UN CIRON ET UNE FOURMI

DIALOGUE II.

1830.

PAR UN PYTHGORICIEN

À PARIS, Chez FIRMIN DIDOT FRÈRES, LIBRAIRES, rue Jacob n°24.


Texte établi par Paul Fièvre octobre 2025

Publié par Paul FIEVRE novembre 2025

© Théâtre classique - Version du texte du 30/11/2025 à 15:04:58.


PERSONNAGES.

UN CIRON.

UNE FOURMI.

Texte extrait de "La Métempsychose ou le dialogue des bêtes par un pythagoricien", Paris, Firmin Didot, 1830. pp 13-16


UN CIRON ET LE FOURMI

Dans un parc, sur un brin d'herbe.

LA FOURMI.

JE suis rendue de fatigue. Quel diable de métier que celui d'insecte ! Toujours travailler, toujours porter quelque chose à la fourmilière !

LE CIRON.

Puisque vous vivez en république, il faut bien que chacune de vous contribue...

LA FOURMI.

Voilà justement ce qui me déplaît : je n'ai jamais aimé les républiques. Quand j'étais homme, je défendais le pouvoir absolu de toutes mes forces.

LE CIRON.

Tu as donc fait beaucoup de bruit dans ton pays ? en république, il faut bien que chacune de vous contribue...

LA FOURMI.

Je t'en réponds. C'était moi qui étais chargé de poursuivre toutes les doctrines qui, de près ou de loin, avaient quelque odeur de liberté ; et je m'en acquittais avec un zèle qui m'a valu l'estime de mes protecteurs.

LE CIRON.

Rien que leur estime ?

LA FOURMI.

Assaisonnée d'une forte pension annuelle qui était bonne à prendre et à conserver ; car il serait par trop niais d'avoir une opinion pour rien.

LE CIRON.

Comment ! On te payait pour penser ce que tu pensais ? Je ne te comprends pas.

LA FOURMI.

Eh ! D'où viens-tu donc ?

LE CIRON.

De mon village où j'étais bedeau, et même bedeau un peu orgueilleux de l'être. Celui qui dispose de tout a probablement voulu m'apprendre, en m'envoyant après ma mort dans le corps d'un ciron, que je n'étais qu'un imbécile de me croire quelque chose.

LA FOURMI.

La métempsycose ne t'a pas donné plus d'esprit que tu n'en avais. Ne pas sentir qu'il faut vivre de ses opinions, et par conséquent en être payé ! C'est trop fort.

LE CIRON.

Allons, allons, laisse là tes exclamations, car l'esprit me vient. Je commence à comprendre que tu n'étais qu'un fripon que l'on payait pour lui faire dire ce qu'il ne pensait pas peut-être.

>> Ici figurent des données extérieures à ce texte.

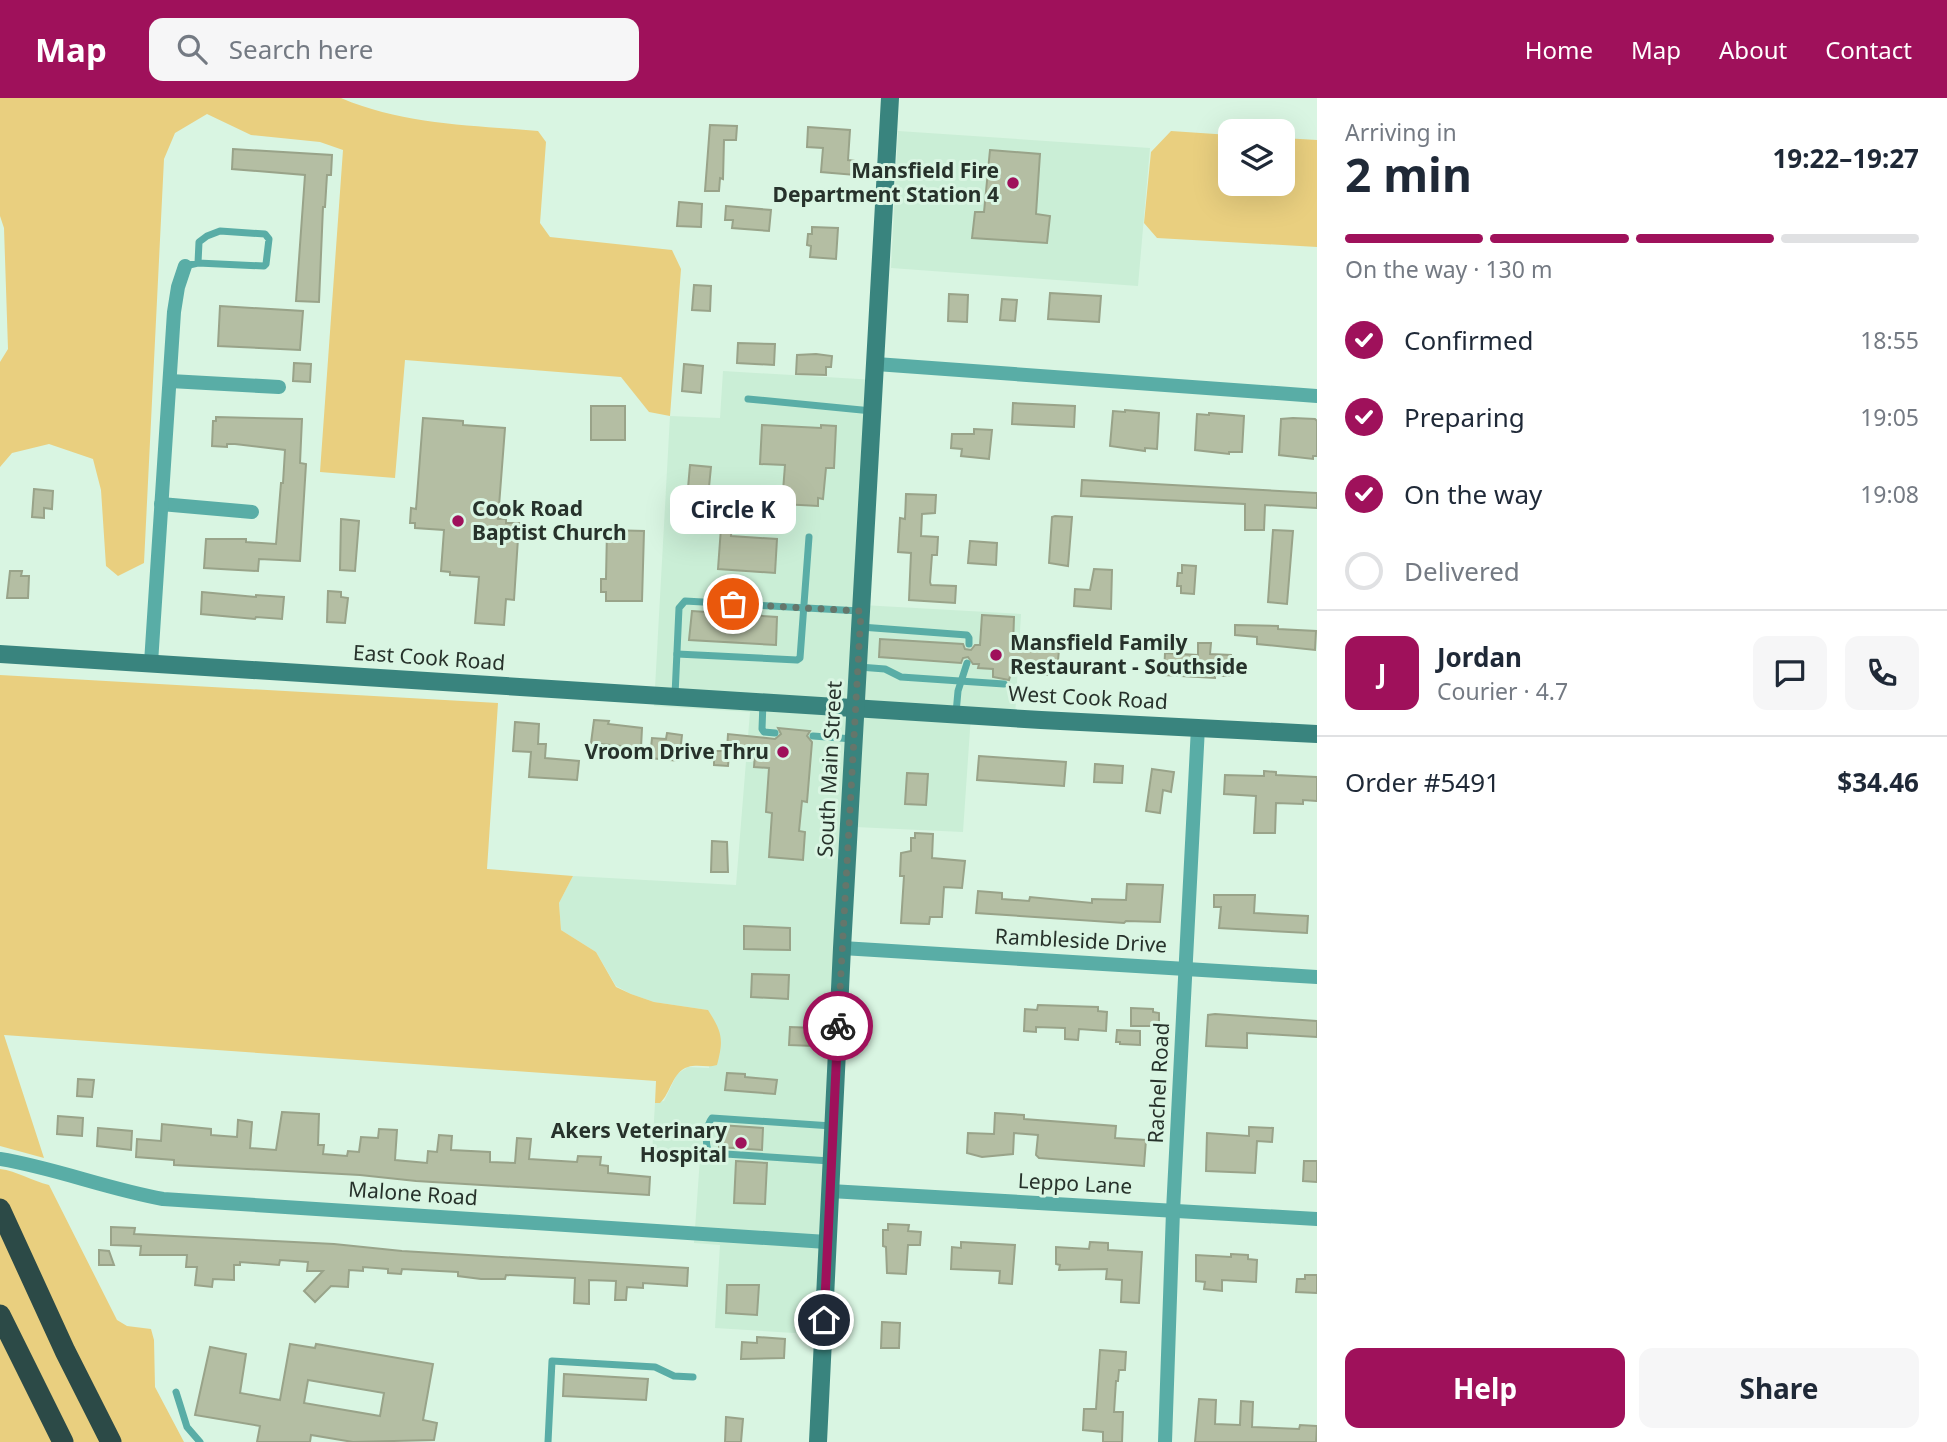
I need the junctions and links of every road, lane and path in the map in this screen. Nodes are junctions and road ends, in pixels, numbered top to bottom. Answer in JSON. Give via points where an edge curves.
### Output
{"nodes":[{"id":1,"x":890,"y":98,"type":"edge"},
{"id":2,"x":191,"y":264,"type":"junction"},
{"id":3,"x":876,"y":364,"type":"junction"},
{"id":4,"x":170,"y":381,"type":"junction"},
{"id":5,"x":279,"y":387,"type":"dead end"},
{"id":6,"x":1317,"y":396,"type":"edge"},
{"id":7,"x":748,"y":399,"type":"dead end"},
{"id":8,"x":873,"y":411,"type":"junction"},
{"id":9,"x":162,"y":504,"type":"junction"},
{"id":10,"x":252,"y":512,"type":"dead end"},
{"id":11,"x":809,"y":537,"type":"dead end"},
{"id":12,"x":804,"y":608,"type":"junction"},
{"id":13,"x":861,"y":619,"type":"junction"},
{"id":14,"x":969,"y":644,"type":"dead end"},
{"id":15,"x":0,"y":654,"type":"edge"},
{"id":16,"x":677,"y":654,"type":"junction"},
{"id":17,"x":151,"y":663,"type":"junction"},
{"id":18,"x":967,"y":663,"type":"dead end"},
{"id":19,"x":858,"y":667,"type":"junction"},
{"id":20,"x":962,"y":681,"type":"junction"},
{"id":21,"x":1004,"y":684,"type":"dead end"},
{"id":22,"x":675,"y":696,"type":"junction"},
{"id":23,"x":764,"y":701,"type":"junction"},
{"id":24,"x":856,"y":708,"type":"junction"},
{"id":25,"x":956,"y":713,"type":"junction"},
{"id":26,"x":1198,"y":727,"type":"junction"},
{"id":27,"x":775,"y":733,"type":"dead end"},
{"id":28,"x":1317,"y":734,"type":"edge"},
{"id":29,"x":813,"y":736,"type":"dead end"},
{"id":30,"x":854,"y":739,"type":"junction"},
{"id":31,"x":842,"y":948,"type":"junction"},
{"id":32,"x":1186,"y":968,"type":"junction"},
{"id":33,"x":1317,"y":977,"type":"edge"},
{"id":34,"x":833,"y":1126,"type":"junction"},
{"id":35,"x":0,"y":1159,"type":"edge"},
{"id":36,"x":831,"y":1161,"type":"junction"},
{"id":37,"x":830,"y":1191,"type":"junction"},
{"id":38,"x":0,"y":1209,"type":"edge"},
{"id":39,"x":1173,"y":1211,"type":"junction"},
{"id":40,"x":1317,"y":1219,"type":"edge"},
{"id":41,"x":827,"y":1242,"type":"junction"},
{"id":42,"x":0,"y":1315,"type":"edge"},
{"id":43,"x":693,"y":1377,"type":"dead end"},
{"id":44,"x":176,"y":1392,"type":"dead end"},
{"id":45,"x":63,"y":1442,"type":"edge"},
{"id":46,"x":111,"y":1442,"type":"edge"},
{"id":47,"x":200,"y":1442,"type":"edge"},
{"id":48,"x":548,"y":1442,"type":"edge"},
{"id":49,"x":818,"y":1442,"type":"edge"},
{"id":50,"x":1165,"y":1442,"type":"edge"}],
"edges":[{"from":1,"to":3,"type":"street","name":"South Main Street"},
{"from":2,"to":2,"type":"lane","via":[[264,266],[269,239],[265,234],[213,233],[202,238]]},
{"from":2,"to":4,"type":"street","via":[[176,302]]},
{"from":3,"to":6,"type":"street"},
{"from":3,"to":8,"type":"street","name":"South Main Street"},
{"from":4,"to":5,"type":"street"},
{"from":4,"to":9,"type":"street"},
{"from":7,"to":8,"type":"lane"},
{"from":8,"to":13,"type":"street","name":"South Main Street"},
{"from":9,"to":10,"type":"street"},
{"from":9,"to":17,"type":"street"},
{"from":11,"to":12,"type":"lane"},
{"from":12,"to":13,"type":"lane"},
{"from":12,"to":16,"type":"lane","via":[[685,601],[680,608]]},
{"from":12,"to":16,"type":"lane","via":[[802,656],[797,660]]},
{"from":13,"to":14,"type":"lane","via":[[967,635]]},
{"from":13,"to":19,"type":"street","name":"South Main Street"},
{"from":15,"to":17,"type":"street","name":"East Cook Road"},
{"from":16,"to":22,"type":"lane"},
{"from":17,"to":22,"type":"street","name":"East Cook Road"},
{"from":18,"to":20,"type":"lane"},
{"from":19,"to":20,"type":"lane","via":[[885,669],[901,677]]},
{"from":19,"to":24,"type":"street","name":"South Main Street"},
{"from":20,"to":21,"type":"lane"},
{"from":20,"to":25,"type":"lane"},
{"from":22,"to":23,"type":"street","name":"East Cook Road"},
{"from":23,"to":24,"type":"street","name":"East Cook Road"},
{"from":23,"to":27,"type":"lane","via":[[762,729]]},
{"from":24,"to":25,"type":"street","name":"West Cook Road"},
{"from":24,"to":30,"type":"street","name":"South Main Street"},
{"from":25,"to":26,"type":"street","name":"West Cook Road"},
{"from":26,"to":28,"type":"street","name":"West Cook Road"},
{"from":26,"to":32,"type":"street","name":"Rachel Road"},
{"from":29,"to":30,"type":"lane"},
{"from":30,"to":31,"type":"street","name":"South Main Street"},
{"from":31,"to":32,"type":"street","name":"Rambleside Drive"},
{"from":31,"to":34,"type":"street","name":"South Main Street"},
{"from":32,"to":33,"type":"street","name":"Rambleside Drive"},
{"from":32,"to":39,"type":"street","name":"Rachel Road"},
{"from":34,"to":36,"type":"street","name":"South Main Street"},
{"from":34,"to":36,"type":"lane","via":[[712,1118],[707,1149],[710,1153]]},
{"from":35,"to":41,"type":"street","name":"Malone Road","via":[[163,1199]]},
{"from":36,"to":37,"type":"street","name":"South Main Street"},
{"from":37,"to":39,"type":"street","name":"Leppo Lane"},
{"from":37,"to":41,"type":"street","name":"South Main Street"},
{"from":38,"to":46,"type":"highway"},
{"from":39,"to":40,"type":"street","name":"Leppo Lane"},
{"from":39,"to":50,"type":"street","name":"Rachel Road"},
{"from":41,"to":49,"type":"street","name":"South Main Street"},
{"from":42,"to":45,"type":"highway"},
{"from":43,"to":48,"type":"lane","via":[[674,1376],[655,1367],[552,1361]]},
{"from":44,"to":47,"type":"lane","via":[[187,1427]]}]}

Ai-je mis la patte dessus ?

LA FOURMI.

Moi, un fripon ! Moi qui jouissais de l'estime de la haute société aristocratique, où l'on se pâmait de plaisir à la lecture de mes articles !

LE CIRON.

De tes articles ? Qu'est-ce que cela veut dire ?

LA FOURMI.

Dieu ! Que tu es bête !

LE CIRON.

Tu es bien plus bête, toi, d'exiger que je sache des choses dont je n'ai jamais entendu parler.

LA FOURMI.

Eh bien, puisqu'il faut te le dire, j'étais journaliste, plaidant pour Rome, pour l'intolérance, pour les doctrines anti-philosophiques, et pour les douceurs de l'ancien régime. Comprends-tu ?

LE CIRON.

Oui.

LA FOURMI.

Je remuais la France avec ma plume.

LE CIRON.

Cela n'est pas vrai, car mon village est en France et je ne l'ai jamais vu remuer.

LA FOURMI.

Voilà qui est impayable ! Tu prends au propre ce que je dis au figuré.

LE CIRON.

Écoute, fourmi. Quoique je n'aie écrit aucun article, je ne suis pas plus bête que toi ; et je comprends très bien ce que tu entends par remuer la France, que tu ne remuais ni dans un sens ni dans l'autre.

LA FOURMI.

Tais-toi : tu ne sais ce que tu dis.

LE CIRON.

Je sais ce que je dis. Tu te croyais un personnage important, et à peine te connaissait-on peut-être. Mais ton sot orgueil a reçu, comme le mien, sa juste punition : insecte tu étais, insecte tu es. Je suis enchanté que tu vives malgré toi dans une république : ce châtiment te va à merveille. Adieu, Madame la fourmi.